In soggetti con disturbo alimentare, la prevalenza di abuso di sostanze è da 3 a 5 volte maggiore rispetto alla popolazione generale. Questo significa che un terzo dei soggetti con disturbo da uso di sostanze si associa a un disturbo alimentare.

I lavori scientifici che hanno approfondito gli aspetti neurobiologici ci indicano come l’adattamento a situazioni stressanti potrebbe essere originariamente compromesso in individui che svilupperanno abuso di alcool, così come in pazienti con depressione cronica o comportamenti bulimici. Pertanto, si ipotizza un comune difetto nella capacità di reazione allo stress, tanto da richiedere comportamenti compensatori per esercitare l’autoregolazione emotiva.

L’anoressia presenta deboli analogie da questo punto di vista, anche se è stato indagato un possibile modello di auto-addiction legato alla restrizione alimentare.
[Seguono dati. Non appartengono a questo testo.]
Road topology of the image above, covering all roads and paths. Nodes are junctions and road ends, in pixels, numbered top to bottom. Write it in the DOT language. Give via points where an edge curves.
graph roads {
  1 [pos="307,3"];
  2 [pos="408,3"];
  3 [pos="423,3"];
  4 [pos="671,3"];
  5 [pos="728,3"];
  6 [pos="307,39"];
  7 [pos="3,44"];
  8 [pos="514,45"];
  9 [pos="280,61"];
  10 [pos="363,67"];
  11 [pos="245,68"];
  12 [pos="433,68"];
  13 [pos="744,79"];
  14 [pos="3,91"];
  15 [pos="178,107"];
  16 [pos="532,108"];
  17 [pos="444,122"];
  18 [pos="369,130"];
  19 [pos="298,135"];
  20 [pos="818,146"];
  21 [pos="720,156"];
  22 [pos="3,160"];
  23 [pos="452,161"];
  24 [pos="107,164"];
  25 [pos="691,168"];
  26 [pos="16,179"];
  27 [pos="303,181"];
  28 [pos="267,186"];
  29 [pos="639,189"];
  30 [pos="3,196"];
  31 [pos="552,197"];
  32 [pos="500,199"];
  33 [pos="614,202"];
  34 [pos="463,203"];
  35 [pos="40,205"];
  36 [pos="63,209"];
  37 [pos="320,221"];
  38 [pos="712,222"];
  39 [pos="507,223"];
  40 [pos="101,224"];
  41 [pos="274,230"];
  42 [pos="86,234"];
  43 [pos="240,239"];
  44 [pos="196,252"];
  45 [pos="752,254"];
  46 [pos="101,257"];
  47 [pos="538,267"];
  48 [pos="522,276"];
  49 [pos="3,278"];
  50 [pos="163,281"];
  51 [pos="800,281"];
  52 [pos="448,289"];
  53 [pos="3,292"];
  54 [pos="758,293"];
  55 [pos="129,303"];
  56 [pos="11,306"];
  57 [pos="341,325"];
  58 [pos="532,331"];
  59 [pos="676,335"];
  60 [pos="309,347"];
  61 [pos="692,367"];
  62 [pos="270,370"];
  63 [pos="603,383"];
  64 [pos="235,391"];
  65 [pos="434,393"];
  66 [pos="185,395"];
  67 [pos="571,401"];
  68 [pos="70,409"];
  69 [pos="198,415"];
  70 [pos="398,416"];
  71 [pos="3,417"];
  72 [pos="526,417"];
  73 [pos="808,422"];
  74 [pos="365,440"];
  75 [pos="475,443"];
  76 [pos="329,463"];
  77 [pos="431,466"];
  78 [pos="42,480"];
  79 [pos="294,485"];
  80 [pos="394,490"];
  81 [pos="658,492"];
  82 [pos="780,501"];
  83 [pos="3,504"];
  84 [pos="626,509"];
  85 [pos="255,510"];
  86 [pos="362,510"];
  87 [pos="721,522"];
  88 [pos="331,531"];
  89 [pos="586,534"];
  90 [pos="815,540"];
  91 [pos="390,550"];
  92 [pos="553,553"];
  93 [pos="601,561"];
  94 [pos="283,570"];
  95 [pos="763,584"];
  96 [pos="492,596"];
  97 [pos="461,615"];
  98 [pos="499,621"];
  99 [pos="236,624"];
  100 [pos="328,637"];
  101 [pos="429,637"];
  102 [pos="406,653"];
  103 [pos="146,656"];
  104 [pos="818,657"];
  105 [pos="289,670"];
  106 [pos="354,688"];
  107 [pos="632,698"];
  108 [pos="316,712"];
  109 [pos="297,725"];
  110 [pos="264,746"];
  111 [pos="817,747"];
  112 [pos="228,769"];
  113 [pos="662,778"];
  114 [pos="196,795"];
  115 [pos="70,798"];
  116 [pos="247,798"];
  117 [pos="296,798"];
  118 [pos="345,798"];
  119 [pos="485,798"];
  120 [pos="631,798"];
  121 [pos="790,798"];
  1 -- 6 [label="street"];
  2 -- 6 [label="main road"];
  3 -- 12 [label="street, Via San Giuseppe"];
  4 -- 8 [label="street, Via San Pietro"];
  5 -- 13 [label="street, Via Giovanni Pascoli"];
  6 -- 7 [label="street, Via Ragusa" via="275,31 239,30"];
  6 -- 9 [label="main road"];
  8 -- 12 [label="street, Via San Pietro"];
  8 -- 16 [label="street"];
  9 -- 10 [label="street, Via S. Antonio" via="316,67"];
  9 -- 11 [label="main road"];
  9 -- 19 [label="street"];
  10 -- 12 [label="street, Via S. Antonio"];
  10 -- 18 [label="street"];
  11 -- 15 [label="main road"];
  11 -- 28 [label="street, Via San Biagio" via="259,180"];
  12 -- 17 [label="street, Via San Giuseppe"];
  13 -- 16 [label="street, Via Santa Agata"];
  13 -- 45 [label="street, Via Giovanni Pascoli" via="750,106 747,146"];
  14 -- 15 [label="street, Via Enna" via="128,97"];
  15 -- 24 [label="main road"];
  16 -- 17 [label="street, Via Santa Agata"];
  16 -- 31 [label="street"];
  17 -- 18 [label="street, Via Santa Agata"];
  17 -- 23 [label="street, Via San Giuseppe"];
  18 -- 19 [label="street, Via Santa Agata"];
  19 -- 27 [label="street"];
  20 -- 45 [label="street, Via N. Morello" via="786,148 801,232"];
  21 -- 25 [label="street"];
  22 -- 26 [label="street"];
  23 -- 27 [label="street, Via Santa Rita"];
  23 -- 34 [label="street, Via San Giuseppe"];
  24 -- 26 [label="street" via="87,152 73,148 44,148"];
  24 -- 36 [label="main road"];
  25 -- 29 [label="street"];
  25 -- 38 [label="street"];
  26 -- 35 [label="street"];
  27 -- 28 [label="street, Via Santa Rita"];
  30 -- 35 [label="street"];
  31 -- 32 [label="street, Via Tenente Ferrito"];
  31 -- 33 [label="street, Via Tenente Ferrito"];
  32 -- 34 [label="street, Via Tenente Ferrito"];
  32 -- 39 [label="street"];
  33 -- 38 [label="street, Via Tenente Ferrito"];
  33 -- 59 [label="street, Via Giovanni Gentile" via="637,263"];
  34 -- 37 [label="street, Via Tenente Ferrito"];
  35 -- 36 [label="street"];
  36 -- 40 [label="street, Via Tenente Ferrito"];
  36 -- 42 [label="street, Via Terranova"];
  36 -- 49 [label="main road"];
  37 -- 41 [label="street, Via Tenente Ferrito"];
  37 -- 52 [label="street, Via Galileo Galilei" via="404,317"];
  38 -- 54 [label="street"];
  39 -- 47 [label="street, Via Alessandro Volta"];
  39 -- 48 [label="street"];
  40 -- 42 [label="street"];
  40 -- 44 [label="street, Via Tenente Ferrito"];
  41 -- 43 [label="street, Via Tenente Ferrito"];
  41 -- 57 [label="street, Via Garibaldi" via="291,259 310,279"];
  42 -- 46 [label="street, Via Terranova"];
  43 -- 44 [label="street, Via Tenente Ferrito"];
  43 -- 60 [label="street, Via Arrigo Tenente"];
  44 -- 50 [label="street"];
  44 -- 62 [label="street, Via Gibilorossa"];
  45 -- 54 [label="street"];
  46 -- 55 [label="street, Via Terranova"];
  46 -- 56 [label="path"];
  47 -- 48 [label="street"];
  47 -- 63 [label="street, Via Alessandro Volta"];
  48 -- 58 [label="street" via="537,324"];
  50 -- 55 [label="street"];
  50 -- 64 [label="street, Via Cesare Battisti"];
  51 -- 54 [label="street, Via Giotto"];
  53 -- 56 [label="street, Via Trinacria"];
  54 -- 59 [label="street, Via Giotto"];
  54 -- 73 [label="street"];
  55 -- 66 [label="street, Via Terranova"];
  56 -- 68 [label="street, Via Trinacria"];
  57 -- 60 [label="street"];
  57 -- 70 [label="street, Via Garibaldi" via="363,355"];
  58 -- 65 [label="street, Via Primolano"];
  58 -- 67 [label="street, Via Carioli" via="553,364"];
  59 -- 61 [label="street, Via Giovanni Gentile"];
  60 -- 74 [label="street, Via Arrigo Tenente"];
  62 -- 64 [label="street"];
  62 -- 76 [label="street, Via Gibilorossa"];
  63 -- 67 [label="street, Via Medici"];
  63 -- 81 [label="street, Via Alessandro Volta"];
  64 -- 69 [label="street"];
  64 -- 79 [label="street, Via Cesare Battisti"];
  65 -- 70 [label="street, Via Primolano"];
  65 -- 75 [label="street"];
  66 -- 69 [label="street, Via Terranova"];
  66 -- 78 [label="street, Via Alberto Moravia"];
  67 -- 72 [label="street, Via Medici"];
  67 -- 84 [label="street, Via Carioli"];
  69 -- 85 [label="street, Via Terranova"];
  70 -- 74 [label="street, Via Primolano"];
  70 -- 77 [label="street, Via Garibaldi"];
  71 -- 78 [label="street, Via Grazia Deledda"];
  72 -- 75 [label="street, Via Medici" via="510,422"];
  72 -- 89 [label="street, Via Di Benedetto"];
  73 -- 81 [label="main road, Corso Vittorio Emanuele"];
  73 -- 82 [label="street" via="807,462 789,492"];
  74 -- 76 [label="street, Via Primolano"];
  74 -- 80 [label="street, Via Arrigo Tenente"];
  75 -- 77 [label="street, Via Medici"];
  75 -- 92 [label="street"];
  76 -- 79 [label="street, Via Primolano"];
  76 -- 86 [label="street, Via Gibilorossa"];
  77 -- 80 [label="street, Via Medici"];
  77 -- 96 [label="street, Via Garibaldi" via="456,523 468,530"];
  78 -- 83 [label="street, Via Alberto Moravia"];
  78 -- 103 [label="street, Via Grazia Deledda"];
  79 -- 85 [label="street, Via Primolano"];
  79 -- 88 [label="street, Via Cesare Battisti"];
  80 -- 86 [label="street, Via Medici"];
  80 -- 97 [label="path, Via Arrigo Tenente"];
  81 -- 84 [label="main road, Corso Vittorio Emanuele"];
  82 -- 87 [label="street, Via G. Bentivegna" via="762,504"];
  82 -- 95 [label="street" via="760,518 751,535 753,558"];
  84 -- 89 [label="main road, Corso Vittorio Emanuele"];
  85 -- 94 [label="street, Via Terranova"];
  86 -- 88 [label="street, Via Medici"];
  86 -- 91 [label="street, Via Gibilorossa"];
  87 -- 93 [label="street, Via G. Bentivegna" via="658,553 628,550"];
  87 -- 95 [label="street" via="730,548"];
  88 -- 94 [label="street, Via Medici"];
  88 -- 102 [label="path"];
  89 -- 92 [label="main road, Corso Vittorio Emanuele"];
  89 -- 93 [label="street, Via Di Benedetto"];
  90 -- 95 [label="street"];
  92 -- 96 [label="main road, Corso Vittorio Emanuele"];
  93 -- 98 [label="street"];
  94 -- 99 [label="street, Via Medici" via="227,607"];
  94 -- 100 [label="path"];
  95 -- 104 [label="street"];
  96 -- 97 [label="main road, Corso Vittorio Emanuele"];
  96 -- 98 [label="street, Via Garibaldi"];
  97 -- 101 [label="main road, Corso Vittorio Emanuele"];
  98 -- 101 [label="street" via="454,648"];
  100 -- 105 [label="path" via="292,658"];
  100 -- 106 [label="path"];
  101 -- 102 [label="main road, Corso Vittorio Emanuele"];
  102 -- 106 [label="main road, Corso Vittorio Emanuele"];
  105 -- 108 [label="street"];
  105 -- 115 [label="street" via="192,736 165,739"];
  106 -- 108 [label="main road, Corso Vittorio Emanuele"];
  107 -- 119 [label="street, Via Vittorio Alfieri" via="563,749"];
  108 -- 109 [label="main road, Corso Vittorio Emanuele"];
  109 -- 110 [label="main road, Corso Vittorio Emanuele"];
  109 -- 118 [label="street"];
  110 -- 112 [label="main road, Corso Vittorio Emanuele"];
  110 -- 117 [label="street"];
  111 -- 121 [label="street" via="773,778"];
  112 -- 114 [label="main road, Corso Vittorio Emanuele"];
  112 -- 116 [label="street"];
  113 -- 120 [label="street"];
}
L’associazione tra anoressia e abuso di alcol è definita drunkorexia. Nella drunkoressia, l’apporto calorico dell’etanolo viene utilizzato talvolta per ridurre l’appetito. La drunkorexia è pertanto caratterizzata da:

  • mancata assunzione di cibo in previsione di un consumo di alcol (binge drinking);
  • esercizio fisico eccessivo per consumare le calorie dell’etanolo;
  • consumo di quantità elevate di alcol per diventare malato.

Sulla base delle evidenze disponibili, le forme bulimiche e la dipendenza da alcool, per quanto rappresentino la comorbidità più frequente, non possano essere considerate manifestazioni diverse di un unico disturbo sottostante. Sono quindi due diversi disturbi che offrono lo stesso vantaggio secondario a soggetti con difficoltà nella gestione dello stress e nell’autocontrollo emozionale.

Il binge drinking è la modalità prevalente per gli 1,7 milioni di giovani: riguarda il 17% dei giovani tra i 18 ed i 24 anni di età, dei quali il 21,8% maschi e l’11,7% femmine.

I meccanismi neurobiologici della dipendenza, in particolare il sistema neuro encefalico della ricompensa, appaiono coinvolti in tutti i disturbi alimentari e in alcune forme di obesità; ciononostante è difficile affermare che questi disturbi siano semplicemente ascrivibili a una forma di dipendenza.